The Mile High City has grown in leaps and bounds since its inception in 1858 as a mining settlement, but many of its notable structures, landmarks, and houses have been lovingly preserved and restored over the years and stand proud in the neighborhoods they call home. These ten communities are not only the most historic neighborhoods in Denver, but they’re also some of our city’s most popular places to live, work, eat, and play.

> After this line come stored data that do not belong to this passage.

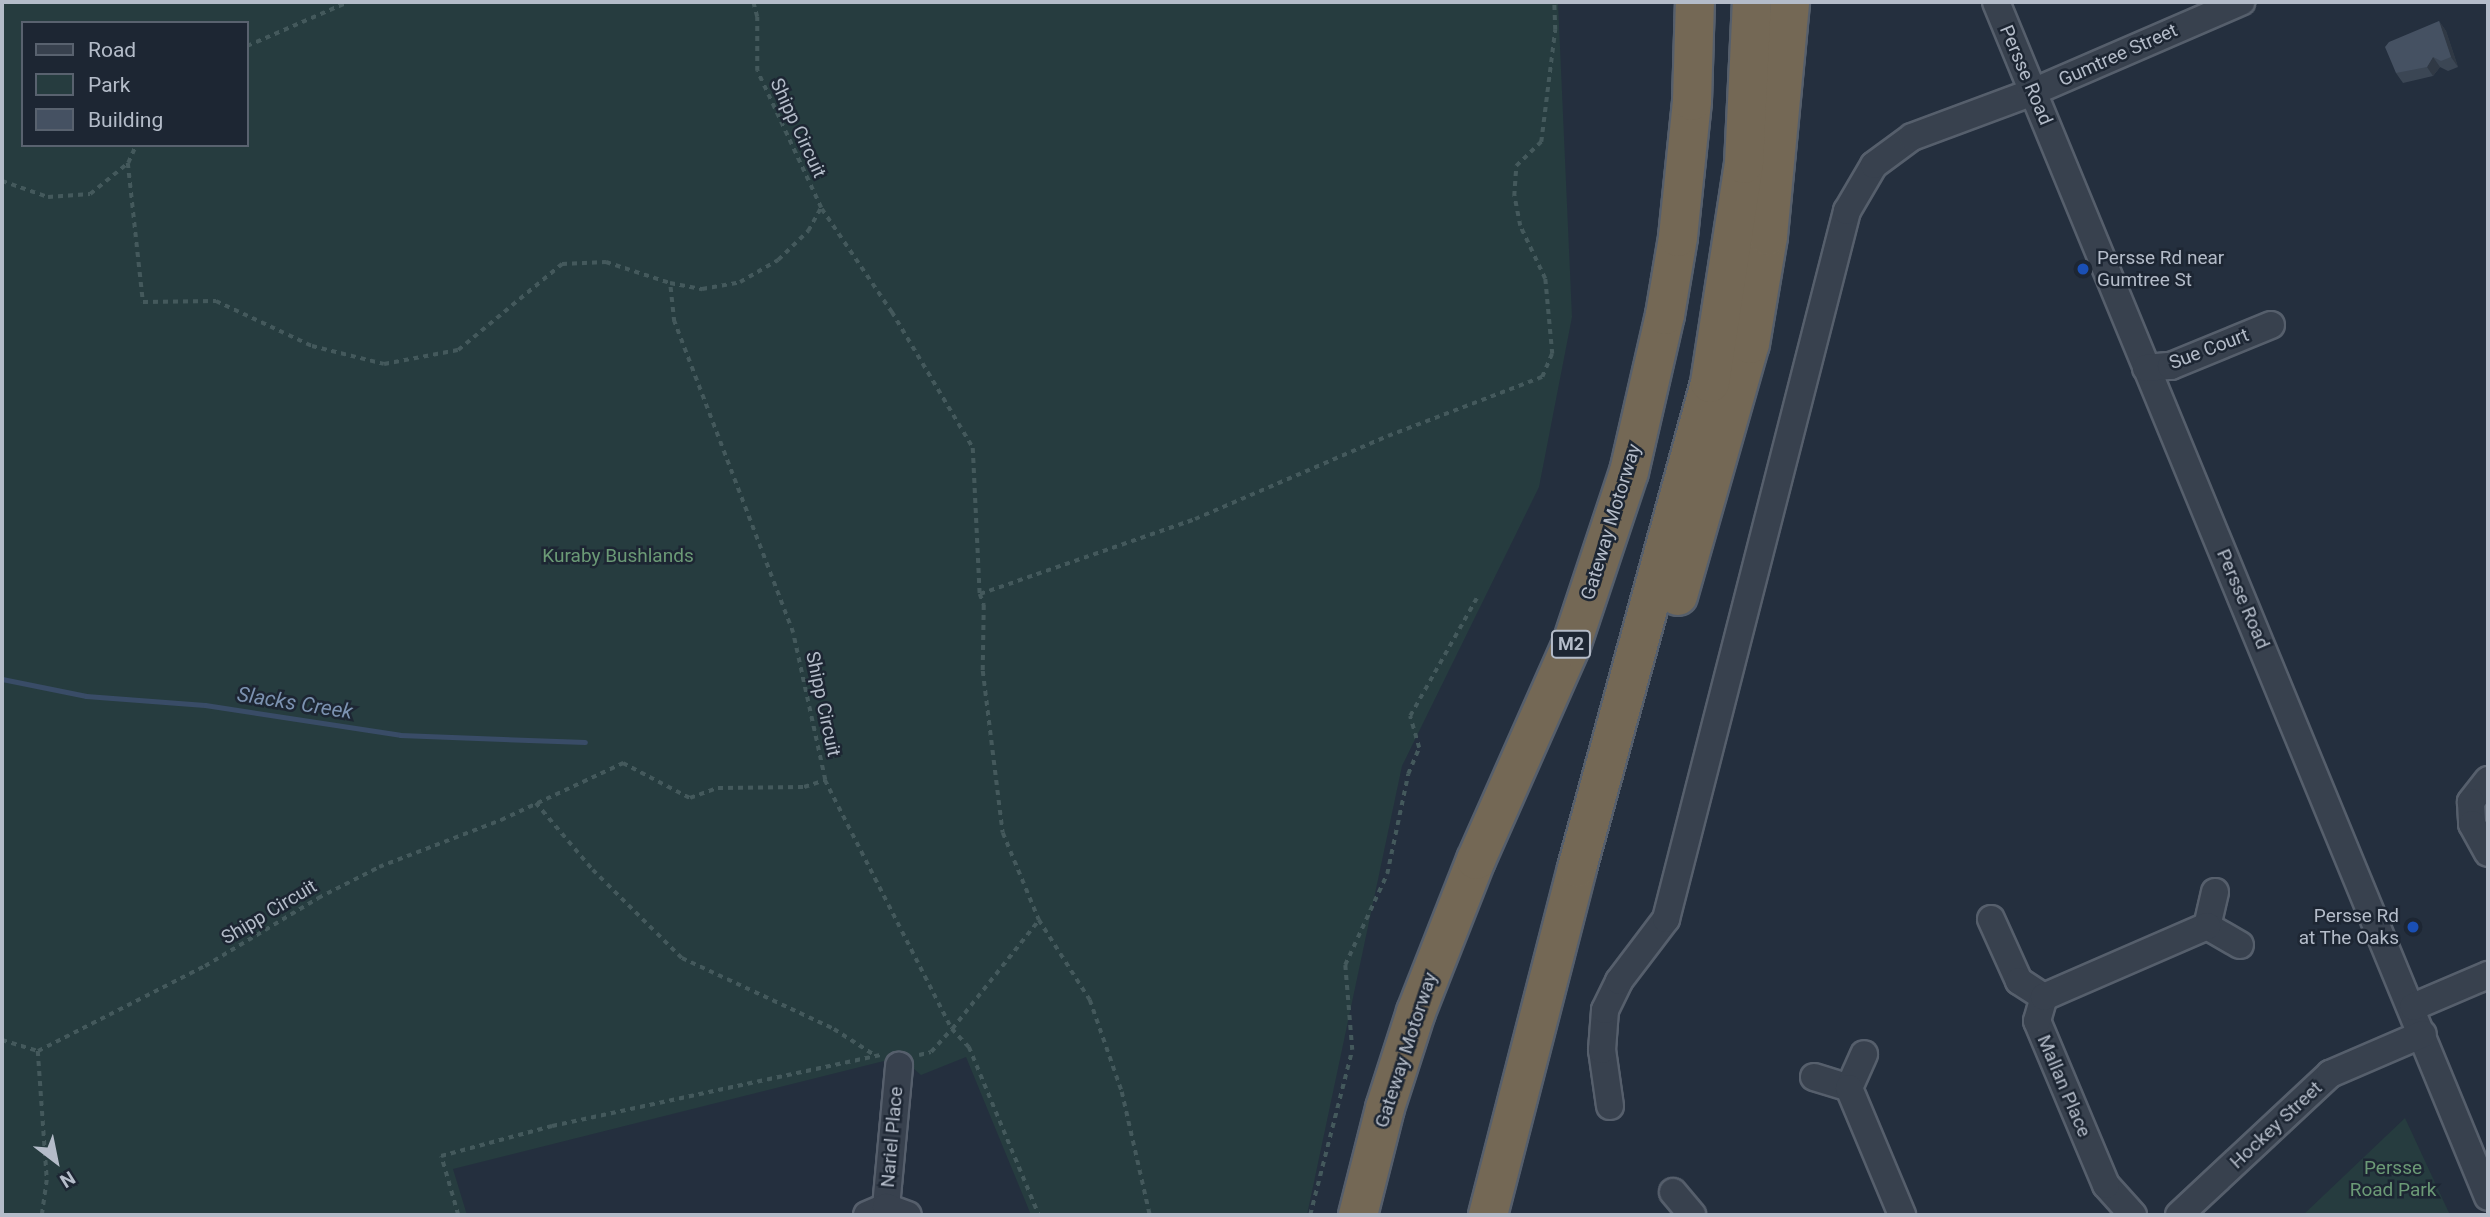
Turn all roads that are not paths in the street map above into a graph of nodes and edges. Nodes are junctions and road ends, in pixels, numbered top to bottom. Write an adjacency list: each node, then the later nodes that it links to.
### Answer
1 (1695, 2): 28 (highway, Gateway Motorway / M2)
2 (1752, 2): 13 (highway)
3 (1790, 2): 13 (highway)
4 (1996, 2): 6 (street, Persse Road)
5 (2241, 2): 6 (street, Gumtree Street)
6 (2033, 92): 8 (street, Persse Road); 24 (street, Gumtree Street)
7 (2271, 325): 8 (street, Sue Court)
8 (2146, 368): 18 (street, Persse Road)
9 (2488, 780): 10 (street)
10 (2488, 853)
11 (2215, 892): 14 (street)
12 (1992, 919): 17 (street)
13 (1566, 923): 29 (highway)
14 (2207, 926): 15 (street); 17 (street)
15 (2240, 945)
16 (2488, 975): 18 (street)
17 (2044, 997): 32 (street, Mallan Place)
18 (2413, 1007): 19 (street, Persse Road)
19 (2423, 1034): 26 (street, Persse Road); 33 (street, Hockey Street)
20 (1864, 1054): 23 (street)
21 (888, 1061): 27 (street, Nariel Place)
22 (1814, 1077): 23 (street)
23 (1849, 1088): 31 (street)
24 (1610, 1106)
25 (1673, 1192): 30 (street)
26 (2488, 1197)
27 (887, 1213)
28 (1358, 1215)
29 (1488, 1215)
30 (1692, 1215)
31 (1902, 1215)
32 (2133, 1215)
33 (2179, 1215)

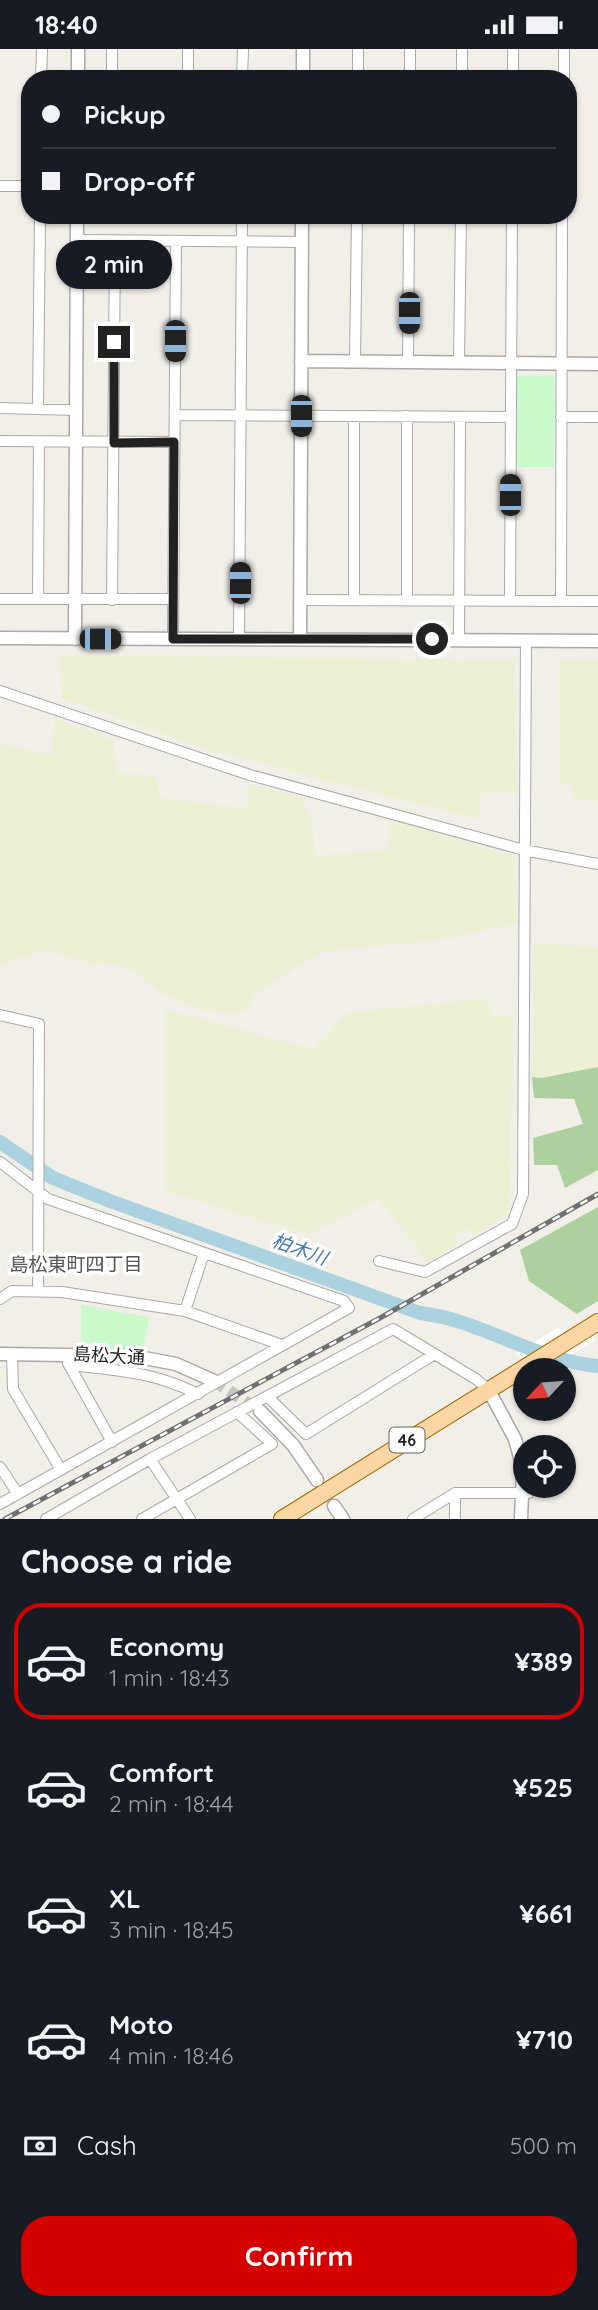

We’re aware that these uncertain times are limiting many aspects of life as we all practice social and physical distancing. While we’re continuing to feature destinations that make our state wonderful, we don’t expect or encourage you to go check them out immediately. We believe that supporting local attractions is important now more than ever and we hope our articles inspire your future adventures! And on that note, please nominate your favorite local business that could use some love right now:
1. Curtis Park/Five Points
Following the establishment of the horse-drawn streetcar line in 1871, the Curtis Park/Five Points area expanded rapidly and continues to be a happening area of town with a whole lot of diversity. You'll find historic hotels, music venues, and dive bars alongside modest brick houses and elegant Victorian-style structures in this hip neighborhood.
2. Capitol Hill
Many of Denver's oldest buildings, dating from the late 1800s, can be found in the eclectic Capitol Hill neighborhood, where old and new have established a perfect marriage. Explore some of the city's most historic institutions, as well as its popular bars, eateries, coffee shops, and more in Cap Hill.
3. East 7th Avenue
Denver’s largest Historic District runs from Logan Street to Colorado Boulevard and spans just two blocks wide, from East 6th to East 8th Avenues for most of its length. This central Denver neighborhood grew out of the heart of the city and contains homes mostly built from the 1890s through 1930 in a variety of architectural styles, including Colonial Revival, Neoclassical, and Mediterranean Revival.
4. Cheesman Park
With city plats dating back to 1868, Cheesman Park is one of our city's oldest neighborhoods, which was annexed but the City of Denver in 1883, and is home to three notable residential historic districts, Wyman's, Morgan's Addition, and Humboldt Island. You'll find beautiful homes and mansions dating back to the 19th century in a wide range of architectural styles, as well as many popular Mile High haunts like the Denver Botanic Gardens and the namesake Cheesman Park.
Nestled between Cherry Creek and Washington Park is a fashionable, upscale neighborhood brimming with tree-lined streets and massive historic mansions. The neighborhood gets its name from what most know as the Phipps Mansion, seen here. Lawrence C. Phipps (1862-1958) was responsible for developing most of the area, and he lovingly called his home "Belcaro," meaning "beautiful beloved" in Italian.
6. Washington Park
The Wash Park neighborhood sprung from an old buffalo wallow in the 1860s, which would later become its namesake park's Smith Lake. Most of the area's historic Victorian-style homes and traditional bungalows were built in the early 1900s, and today this lovely neighborhood with quaint, tree-lined streets is one of Denver's most desirable places to live.
7. City Park
Designed in 1882 by Henry Merryweather, the 330-acre City Park makes up the majority of the neighborhood and contains some of the city's most notable landmarks, including the Denver Zoo, the Museum of Nature and Science, Ferril Lake, and the Prismatic Fountain, dating back to 1908.
8. Country Club Historic District
The Country Club Historic District was designated as a Landmark District in 1990, though the neighborhood was officially established in 1909 and most of its homes date back to the early 20th century. This unique L-shaped community west of Cherry Creek includes nearly 400 residences in a variety of architectural styles, such as Denver Square and 20th century eclectic revival styles.
First developed in the 1870s, Denver's Baker neighborhood has been and continues to be one of the city's most diverse and dynamic neighborhoods, tucked away in the heart of town. With access to shops and eateries on Broadway, as well as perfectly preserved historic homes in styles like Queen Anne and Denver Square, Baker is a uniquely vibrant urban community and a grand place to call home.
The term "Highlands" actually encompasses many Mile High communities, including several historic districts like Potter Highlands, Ghost, and Wolff. William Larimer, Jr. plotted and founded the townsite in 1858, and it has since grown into one of the most elegantly charming areas of Denver.